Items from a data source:
BEGIN

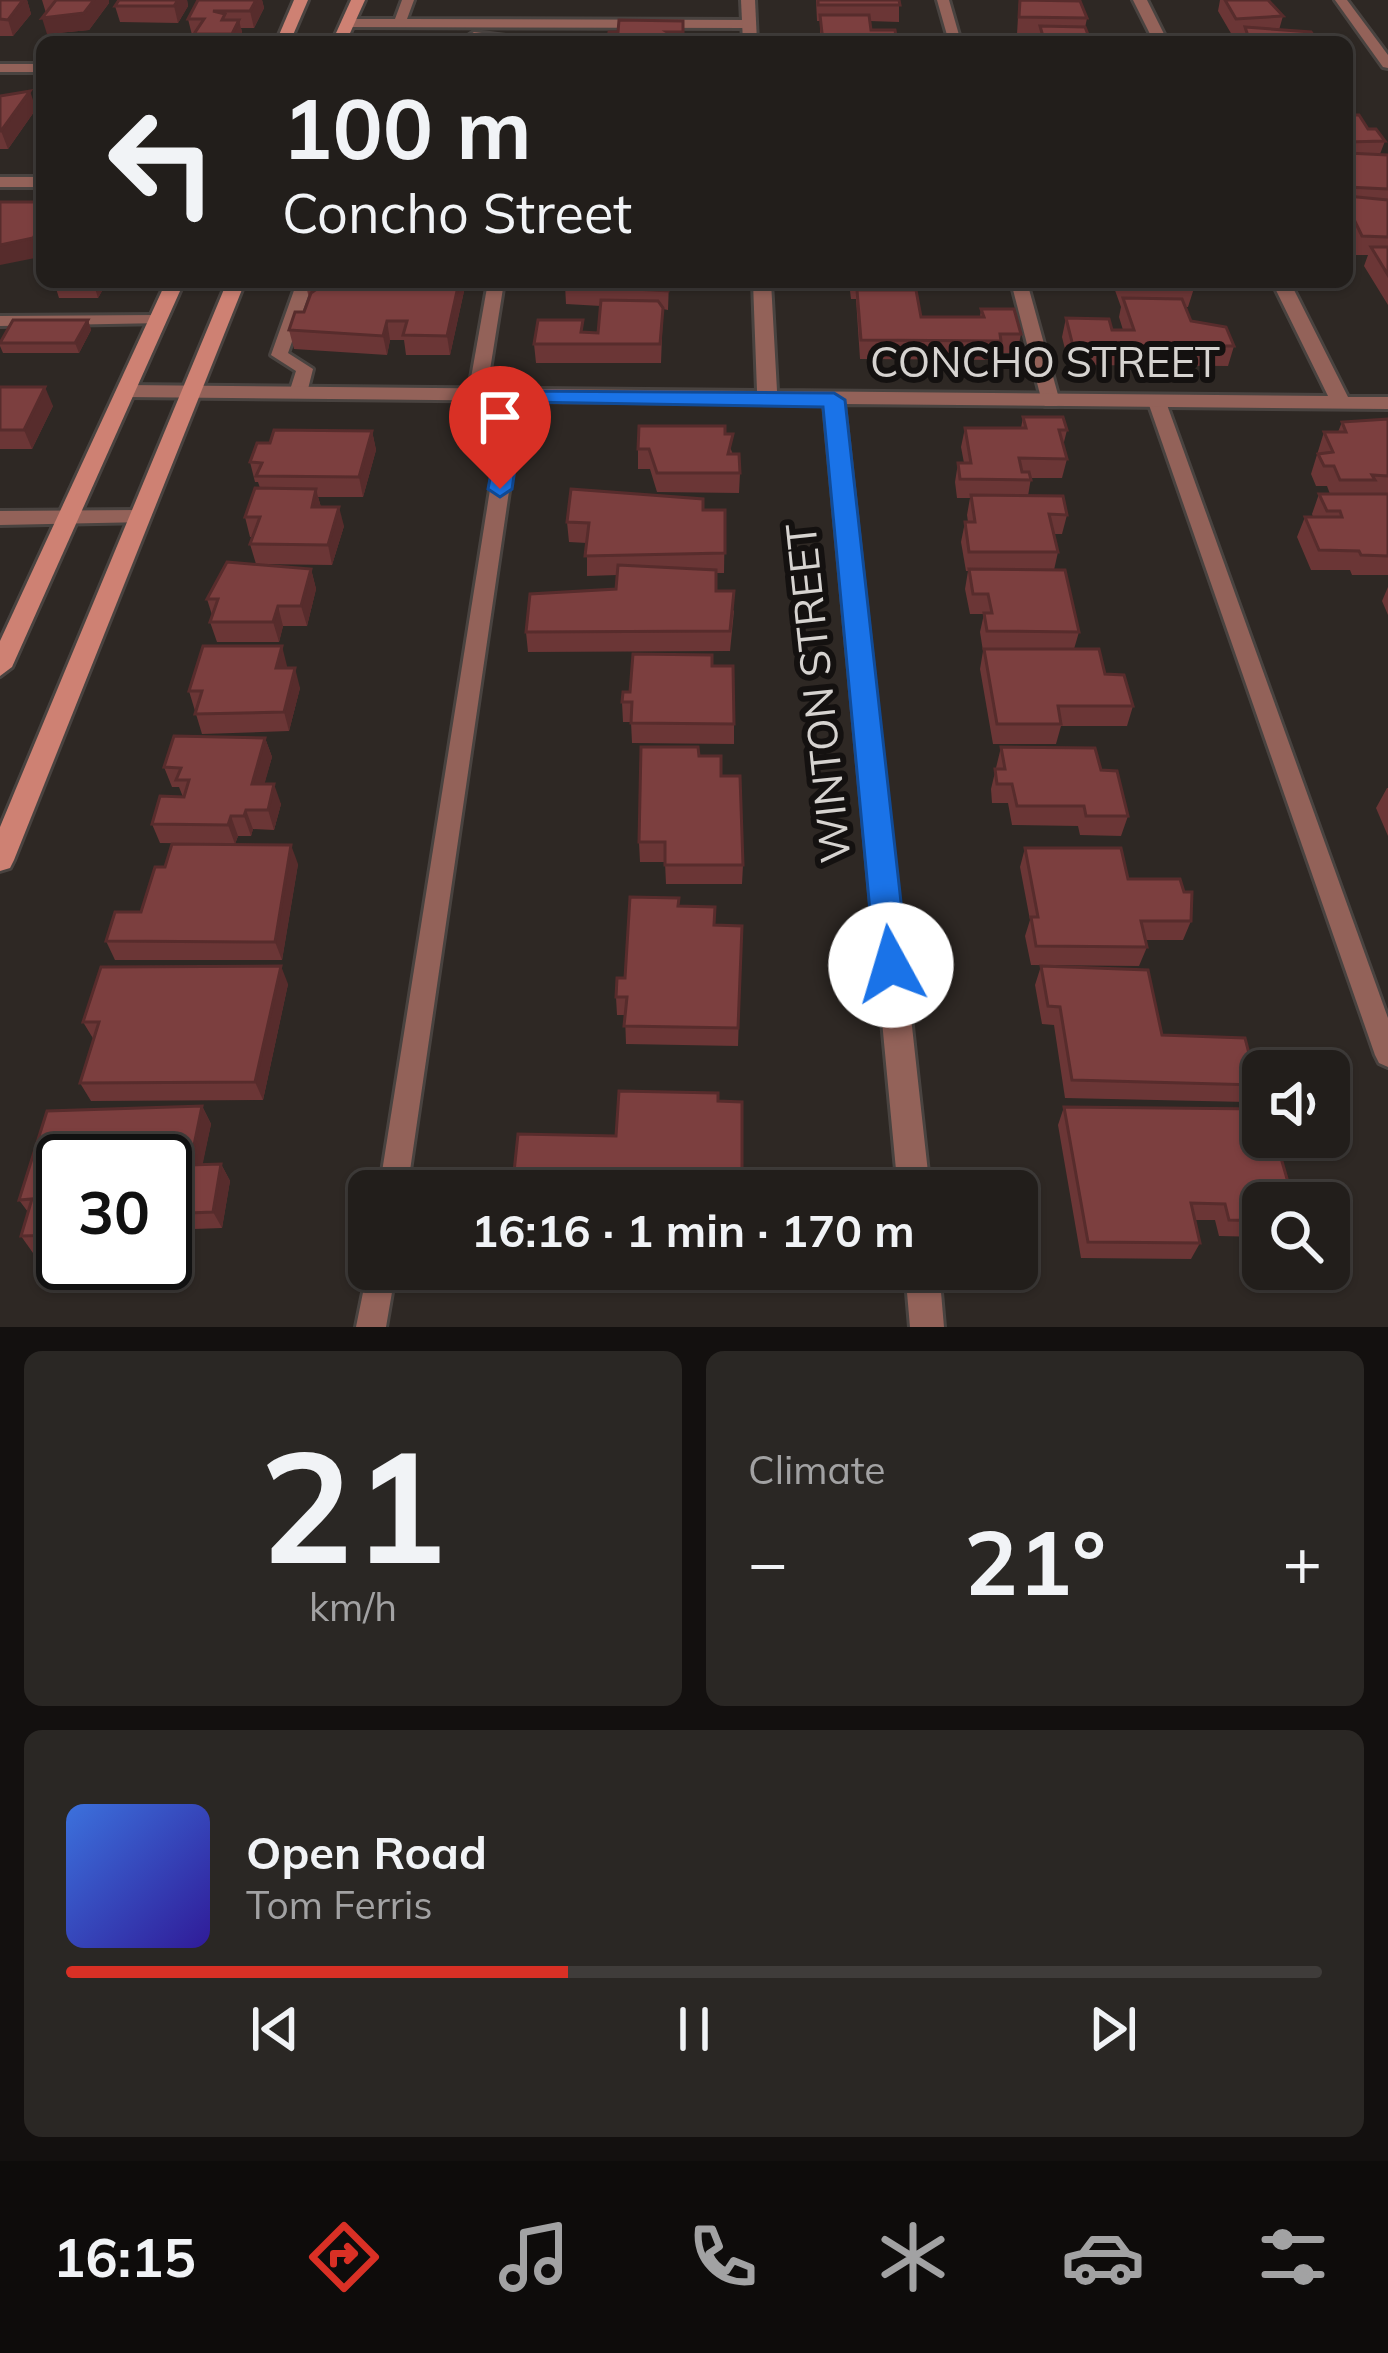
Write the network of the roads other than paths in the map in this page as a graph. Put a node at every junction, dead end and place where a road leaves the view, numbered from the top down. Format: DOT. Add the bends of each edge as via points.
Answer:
graph roads {
  1 [pos="301,0"];
  2 [pos="358,0"];
  3 [pos="407,0"];
  4 [pos="748,0"];
  5 [pos="943,0"];
  6 [pos="1140,0"];
  7 [pos="1341,0"];
  8 [pos="400,23"];
  9 [pos="749,24"];
  10 [pos="343,33"];
  11 [pos="286,36"];
  12 [pos="489,36"];
  13 [pos="750,36"];
  14 [pos="953,36"];
  15 [pos="1158,36"];
  16 [pos="1388,64"];
  17 [pos="0,68"];
  18 [pos="36,68"];
  19 [pos="0,182"];
  20 [pos="36,182"];
  21 [pos="173,288"];
  22 [pos="234,288"];
  23 [pos="302,288"];
  24 [pos="495,288"];
  25 [pos="762,288"];
  26 [pos="1021,288"];
  27 [pos="1284,288"];
  28 [pos="158,320"];
  29 [pos="0,321"];
  30 [pos="126,391"];
  31 [pos="190,393"];
  32 [pos="298,393"];
  33 [pos="477,395"];
  34 [pos="514,395"];
  35 [pos="767,398"];
  36 [pos="834,400"];
  37 [pos="1052,402"];
  38 [pos="1157,402"];
  39 [pos="1341,403"];
  40 [pos="1388,403"];
  41 [pos="139,517"];
  42 [pos="0,518"];
  43 [pos="68,518"];
  44 [pos="0,668"];
  45 [pos="0,860"];
  46 [pos="1388,1055"];
  47 [pos="396,1170"];
  48 [pos="912,1170"];
  49 [pos="377,1290"];
  50 [pos="924,1290"];
  51 [pos="371,1327"];
  52 [pos="927,1327"];
  1 -- 11 [label="main road"];
  2 -- 10 [label="main road"];
  3 -- 8 [label="lane"];
  4 -- 9 [label="street"];
  5 -- 14 [label="lane"];
  6 -- 15 [label="street"];
  7 -- 16 [label="lane"];
  8 -- 9 [label="lane"];
  8 -- 10 [label="lane"];
  9 -- 13 [label="street"];
  10 -- 12 [label="lane"];
  17 -- 18 [label="lane"];
  19 -- 20 [label="street"];
  21 -- 28 [label="main road"];
  22 -- 31 [label="main road"];
  23 -- 32 [label="lane" via="279,355 305,369"];
  24 -- 33 [label="lane"];
  25 -- 35 [label="street"];
  26 -- 37 [label="lane"];
  27 -- 39 [label="street"];
  28 -- 29 [label="lane"];
  28 -- 30 [label="main road"];
  30 -- 31 [label="street, CONCHO STREET"];
  30 -- 43 [label="main road"];
  31 -- 32 [label="street, CONCHO STREET"];
  31 -- 41 [label="main road"];
  32 -- 33 [label="street, CONCHO STREET"];
  33 -- 34 [label="street, CONCHO STREET"];
  34 -- 35 [label="street, CONCHO STREET"];
  34 -- 47 [label="lane"];
  35 -- 36 [label="street, CONCHO STREET"];
  36 -- 37 [label="street, CONCHO STREET"];
  36 -- 48 [label="street, WINTON STREET"];
  37 -- 38 [label="street, CONCHO STREET"];
  38 -- 39 [label="street, CONCHO STREET"];
  38 -- 46 [label="lane"];
  39 -- 40 [label="street, CONCHO STREET"];
  41 -- 43 [label="street"];
  41 -- 45 [label="main road"];
  42 -- 43 [label="street"];
  43 -- 44 [label="main road"];
  49 -- 51 [label="lane"];
  50 -- 52 [label="street"];
}
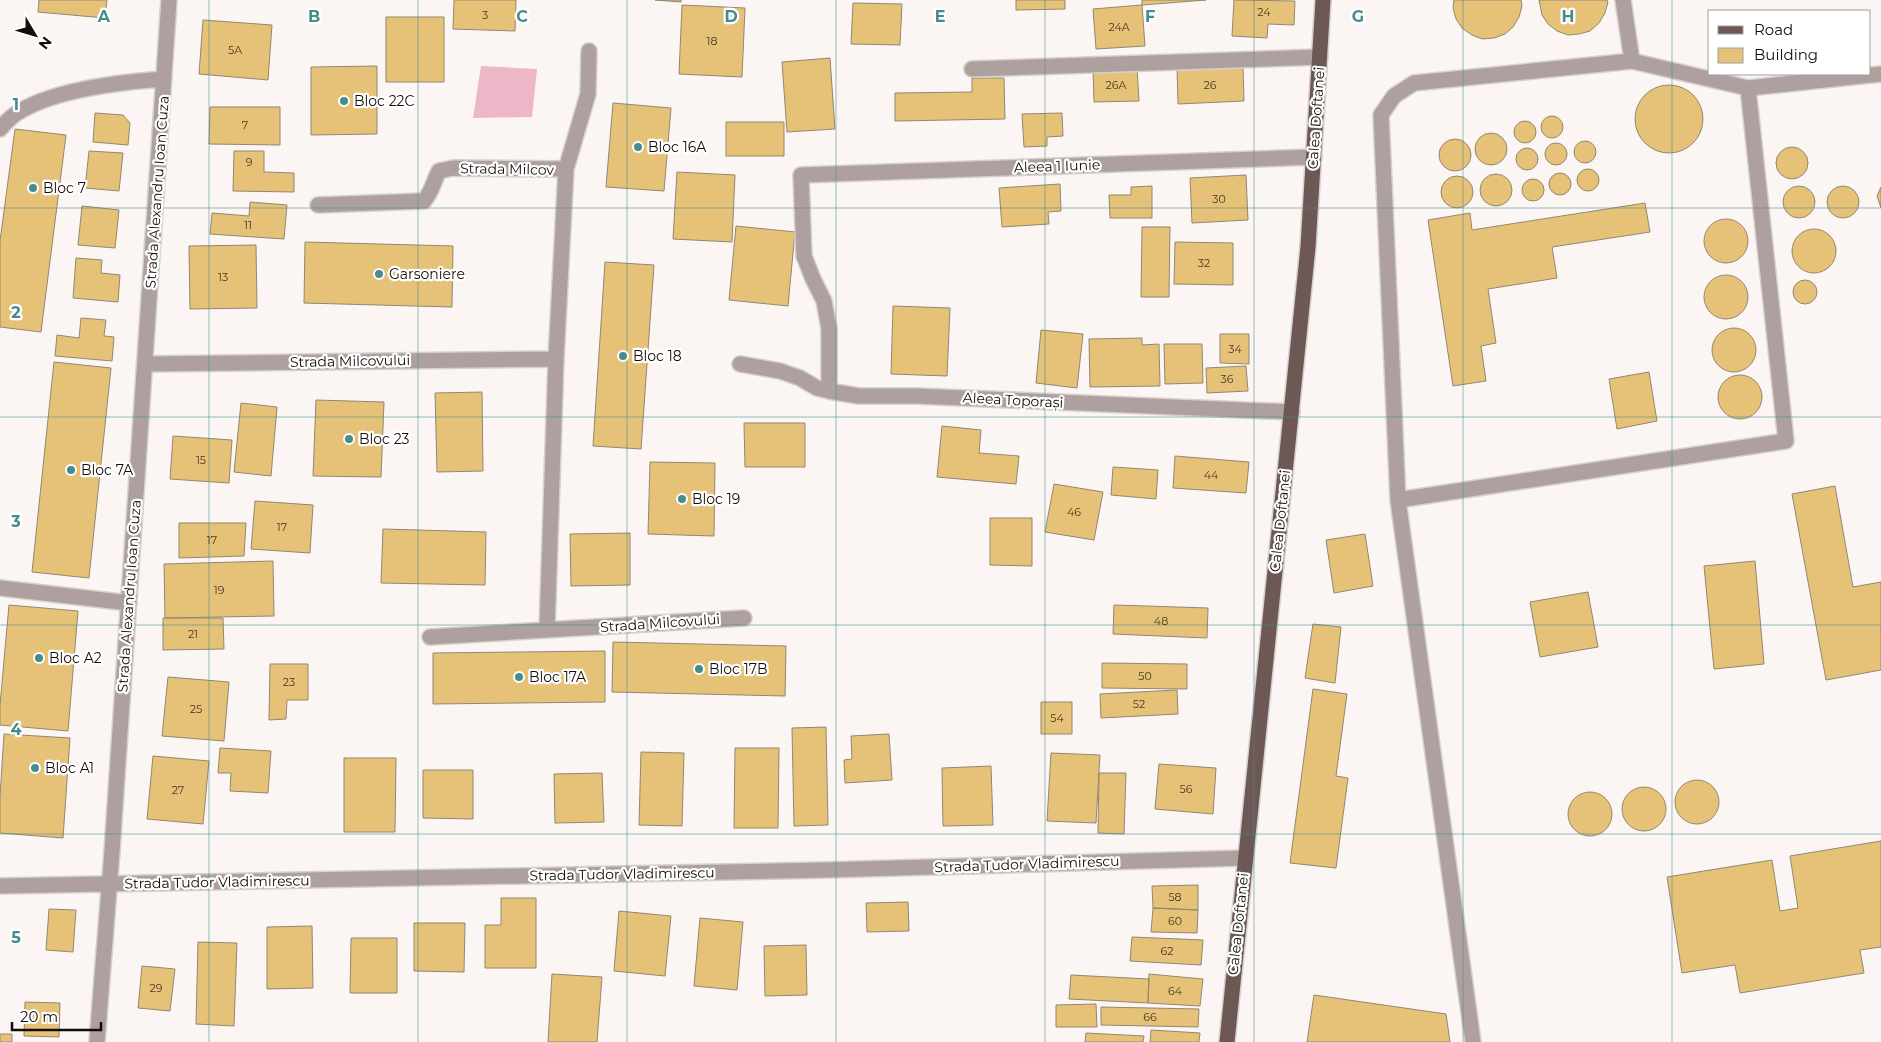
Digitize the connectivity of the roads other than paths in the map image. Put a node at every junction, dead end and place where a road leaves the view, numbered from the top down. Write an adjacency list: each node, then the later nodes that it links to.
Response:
1 (169, 0): 9 (street, Strada Alexandru Ioan Cuza)
2 (1323, 0): 5 (main road, Calea Doftanei)
3 (1623, 0): 6 (street)
4 (589, 51): 13 (street)
5 (1320, 57): 7 (street); 12 (main road, Calea Doftanei)
6 (1632, 61): 10 (street); 20 (street)
7 (972, 69)
8 (1881, 74): 10 (street)
9 (164, 79): 11 (street); 16 (street, Strada Alexandru Ioan Cuza)
10 (1748, 88): 20 (street)
11 (0, 129)
12 (1314, 157): 18 (street, Aleea 1 Iunie); 19 (main road, Calea Doftanei)
13 (566, 169): 14 (street, Strada Milcov); 15 (street)
14 (318, 205)
15 (556, 359): 16 (street, Strada Milcovului); 24 (street)
16 (145, 364): 22 (street, Strada Alexandru Ioan Cuza)
17 (740, 364): 18 (street, Aleea Toporași)
18 (829, 391): 19 (street, Aleea Toporași)
19 (1292, 412): 26 (main road, Calea Doftanei)
20 (1398, 500): 31 (street)
21 (0, 588): 22 (street)
22 (129, 603): 27 (street, Strada Alexandru Ioan Cuza)
23 (744, 618): 24 (street, Strada Milcovului)
24 (547, 630): 25 (street, Strada Milcovului)
25 (430, 637)
26 (1245, 858): 27 (street, Strada Tudor Vladimirescu); 30 (main road, Calea Doftanei)
27 (110, 884): 28 (street, Strada Tudor Vladimirescu); 29 (street, Strada Alexandru Ioan Cuza)
28 (0, 886)
29 (98, 1042)
30 (1227, 1042)
31 (1473, 1042)

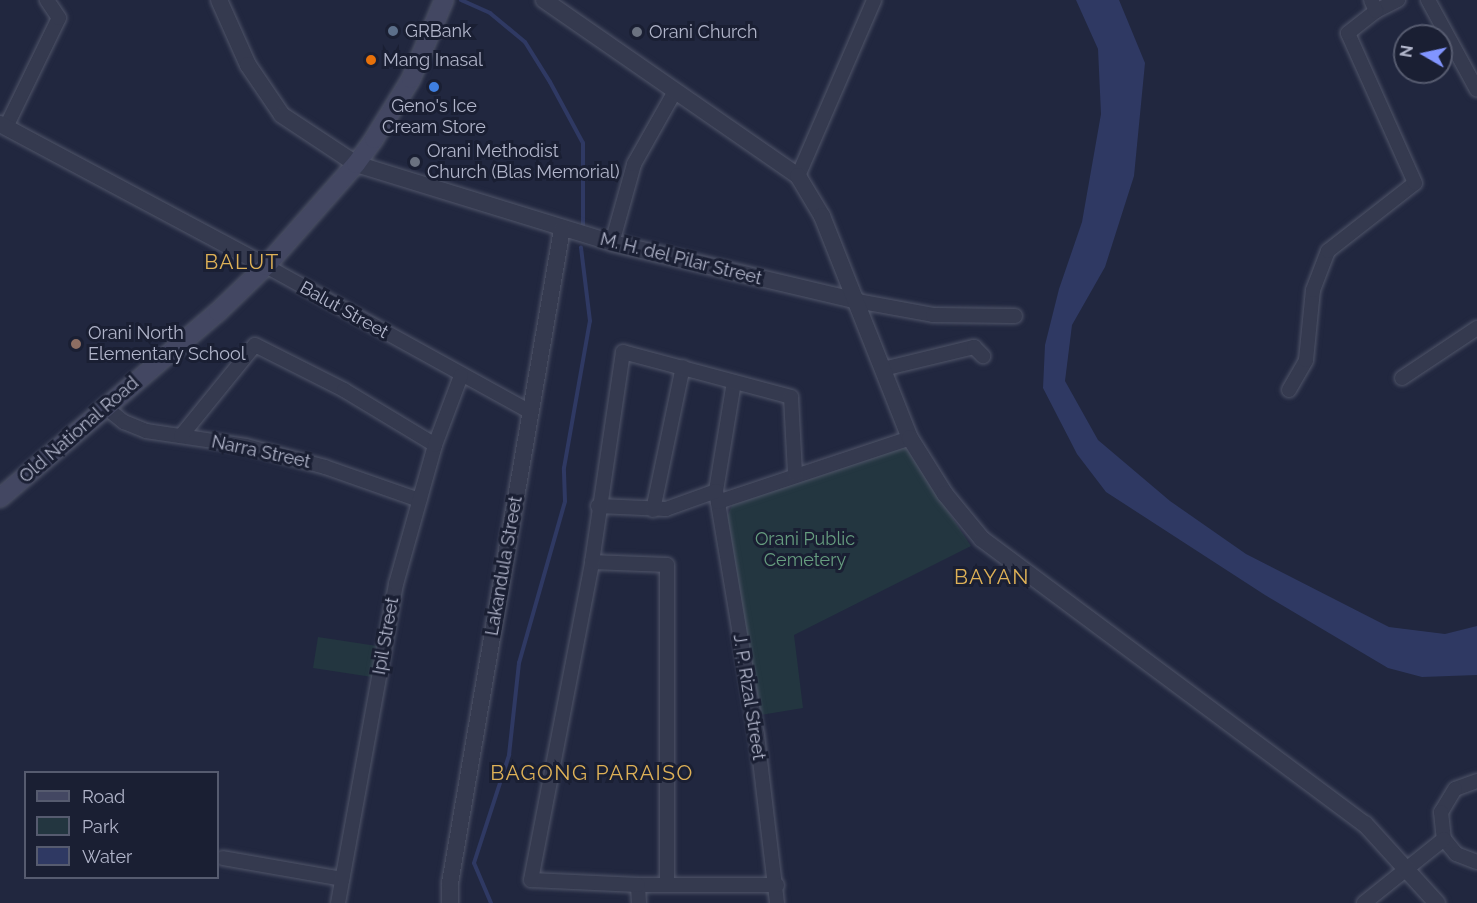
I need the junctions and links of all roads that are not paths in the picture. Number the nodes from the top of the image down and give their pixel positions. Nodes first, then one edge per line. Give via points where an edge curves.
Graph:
1 (47, 0) edge
2 (219, 0) edge
3 (444, 0) edge
4 (544, 0) edge
5 (874, 0) edge
6 (1398, 0) edge
7 (1428, 0) edge
8 (1374, 6) edge
9 (1477, 90) edge
10 (674, 93) junction
11 (3, 125) edge
12 (356, 164) junction
13 (798, 176) junction
14 (562, 229) junction
15 (612, 243) junction
16 (266, 266) junction
17 (857, 301) junction
18 (1015, 316) dead end
19 (1477, 328) edge
20 (982, 356) dead end
21 (683, 367) junction
22 (883, 369) junction
23 (461, 376) junction
24 (1402, 378) dead end
25 (734, 382) junction
26 (1288, 390) dead end
27 (104, 406) junction
28 (530, 411) junction
29 (181, 436) junction
30 (910, 438) junction
31 (435, 445) junction
32 (795, 474) junction
33 (717, 496) junction
34 (0, 498) edge
35 (419, 500) junction
36 (598, 506) junction
37 (653, 510) junction
38 (592, 562) junction
39 (1477, 781) edge
40 (1444, 839) junction
41 (223, 858) dead end
42 (1477, 862) edge
43 (1407, 871) junction
44 (342, 879) junction
45 (667, 884) junction
46 (638, 885) junction
47 (777, 885) junction
48 (338, 903) edge
49 (450, 903) edge
50 (639, 903) edge
51 (777, 903) edge
52 (1364, 903) edge
53 (1437, 903) edge

1 - 11 street via 59,18
2 - 12 street, M. H. del Pilar Street via 248,65 282,115
3 - 12 main road, Old National Road via 411,79
4 - 10 street
5 - 13 street
6 - 8 street
7 - 9 street
8 - 26 street via 1348,33 1415,183 1328,251 1313,290 1306,360
10 - 13 street
10 - 15 street via 634,164
11 - 16 street, Balut Street
12 - 14 street, M. H. del Pilar Street
12 - 16 main road, Old National Road
13 - 17 street via 822,216
14 - 15 street, M. H. del Pilar Street
14 - 28 street, Lakandula Street
15 - 17 street, M. H. del Pilar Street
16 - 23 street, Balut Street
16 - 27 main road, Old National Road via 218,312
17 - 18 street, M. H. del Pilar Street via 933,315
17 - 22 street
19 - 24 street
20 - 22 street via 974,347
21 - 25 street
21 - 36 street via 623,352
21 - 37 street
22 - 30 street
23 - 28 street, Balut Street
23 - 31 street, Ipil Street
25 - 32 street via 791,398
25 - 33 street, J. P. Rizal Street
27 - 29 street, Narra Street via 124,422 146,431
27 - 34 main road, Old National Road
28 - 49 street, Lakandula Street via 450,883
29 - 31 street via 255,345 344,390
29 - 35 street, Narra Street via 246,446 325,467
30 - 32 street
30 - 43 street via 945,494 982,539 1365,824
31 - 35 street, Ipil Street
32 - 33 street
33 - 37 street
33 - 47 street, J. P. Rizal Street
35 - 44 street, Ipil Street via 396,584
36 - 37 street
36 - 38 street
38 - 45 street via 667,565
38 - 46 street via 531,880
39 - 40 street via 1455,789 1441,812
40 - 42 street via 1456,854
40 - 43 street
41 - 44 street
43 - 52 street
43 - 53 street
44 - 48 street, Ipil Street
45 - 46 street
45 - 47 street
46 - 50 street
47 - 51 street, J. P. Rizal Street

END

## PROBLEM
For each line in the records that contains the word "Doftanei", make a copy.

## REPLY TO THE EXERCISE
2 (1323, 0): 5 (main road, Calea Doftanei)
5 (1320, 57): 7 (street); 12 (main road, Calea Doftanei)
12 (1314, 157): 18 (street, Aleea 1 Iunie); 19 (main road, Calea Doftanei)
19 (1292, 412): 26 (main road, Calea Doftanei)
26 (1245, 858): 27 (street, Strada Tudor Vladimirescu); 30 (main road, Calea Doftanei)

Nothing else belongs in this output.